__BRIEF__
Omit every picture. Return all other data as it stands.

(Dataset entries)
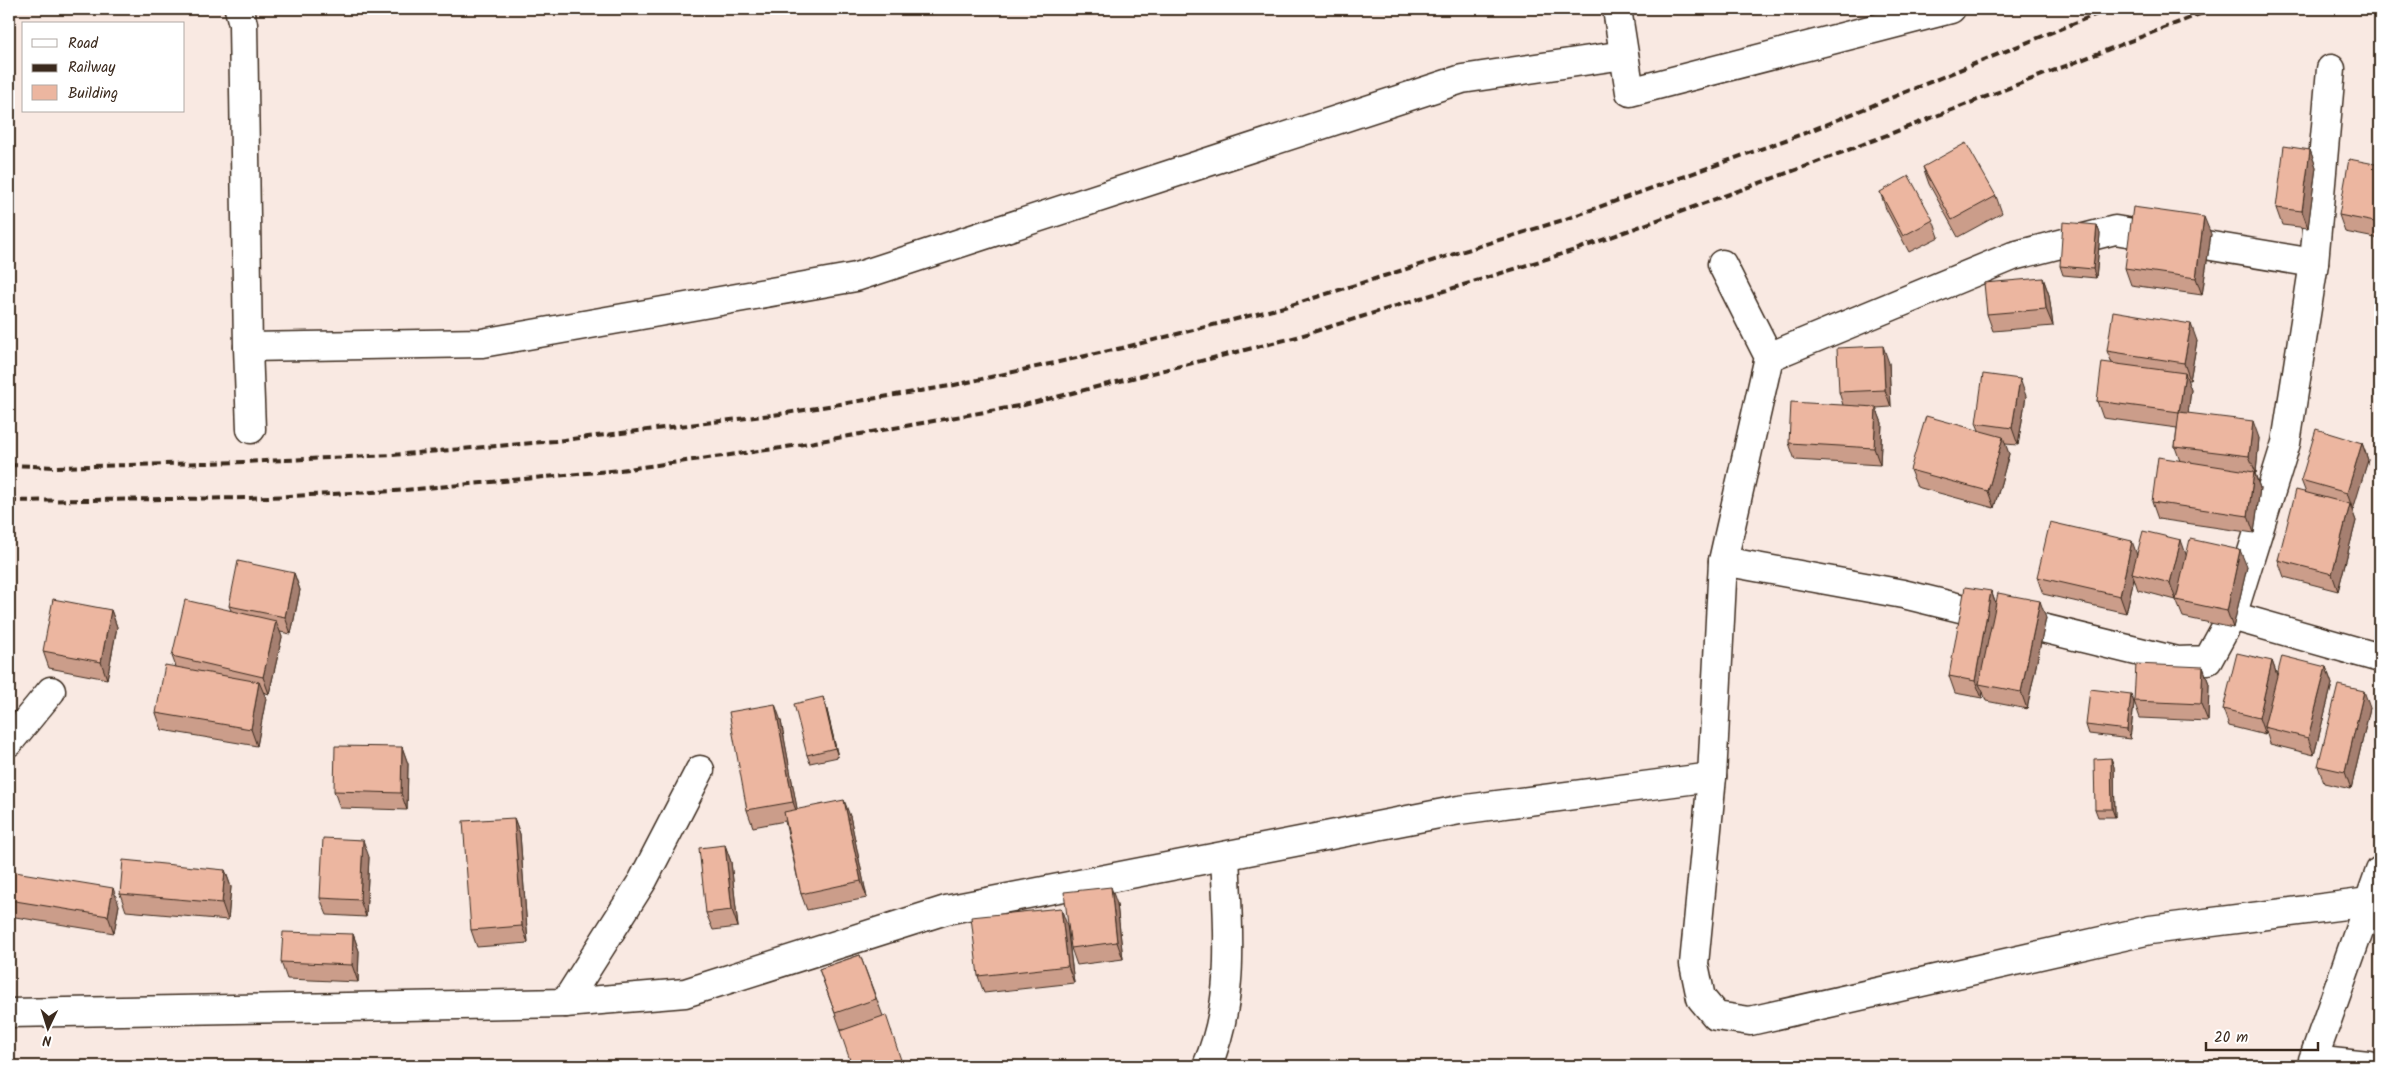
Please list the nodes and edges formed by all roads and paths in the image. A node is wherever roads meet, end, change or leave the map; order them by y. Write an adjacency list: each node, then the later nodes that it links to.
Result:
1 (239, 9): 8 (street)
2 (1617, 9): 4 (street)
3 (1951, 9): 4 (street)
4 (1624, 55): 8 (street)
5 (2331, 69): 6 (street)
6 (2314, 263): 9 (street); 12 (street)
7 (1722, 264): 9 (street)
8 (248, 347): 10 (street)
9 (1769, 356): 11 (street)
10 (252, 429)
11 (1723, 561): 12 (street); 17 (street)
12 (2232, 616): 13 (street)
13 (2380, 658)
14 (51, 691): 15 (street)
15 (9, 742)
16 (700, 770): 21 (street)
17 (1712, 777): 18 (street); 20 (street)
18 (1225, 856): 21 (street); 24 (street)
19 (2380, 871): 20 (street)
20 (2374, 903): 23 (street)
21 (565, 1003): 22 (street)
22 (9, 1013)
23 (2312, 1063): 25 (street)
24 (1207, 1066)
25 (2368, 1066)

__RESPONSE BELOW__
Please list the nodes and edges formed by all roads and paths in the image. A node is wherever roads meet, end, change or leave the map; order them by y. Write an adjacency list: each node, then the later nodes that it links to.
Result:
1 (239, 9): 8 (street)
2 (1617, 9): 4 (street)
3 (1951, 9): 4 (street)
4 (1624, 55): 8 (street)
5 (2331, 69): 6 (street)
6 (2314, 263): 9 (street); 12 (street)
7 (1722, 264): 9 (street)
8 (248, 347): 10 (street)
9 (1769, 356): 11 (street)
10 (252, 429)
11 (1723, 561): 12 (street); 17 (street)
12 (2232, 616): 13 (street)
13 (2380, 658)
14 (51, 691): 15 (street)
15 (9, 742)
16 (700, 770): 21 (street)
17 (1712, 777): 18 (street); 20 (street)
18 (1225, 856): 21 (street); 24 (street)
19 (2380, 871): 20 (street)
20 (2374, 903): 23 (street)
21 (565, 1003): 22 (street)
22 (9, 1013)
23 (2312, 1063): 25 (street)
24 (1207, 1066)
25 (2368, 1066)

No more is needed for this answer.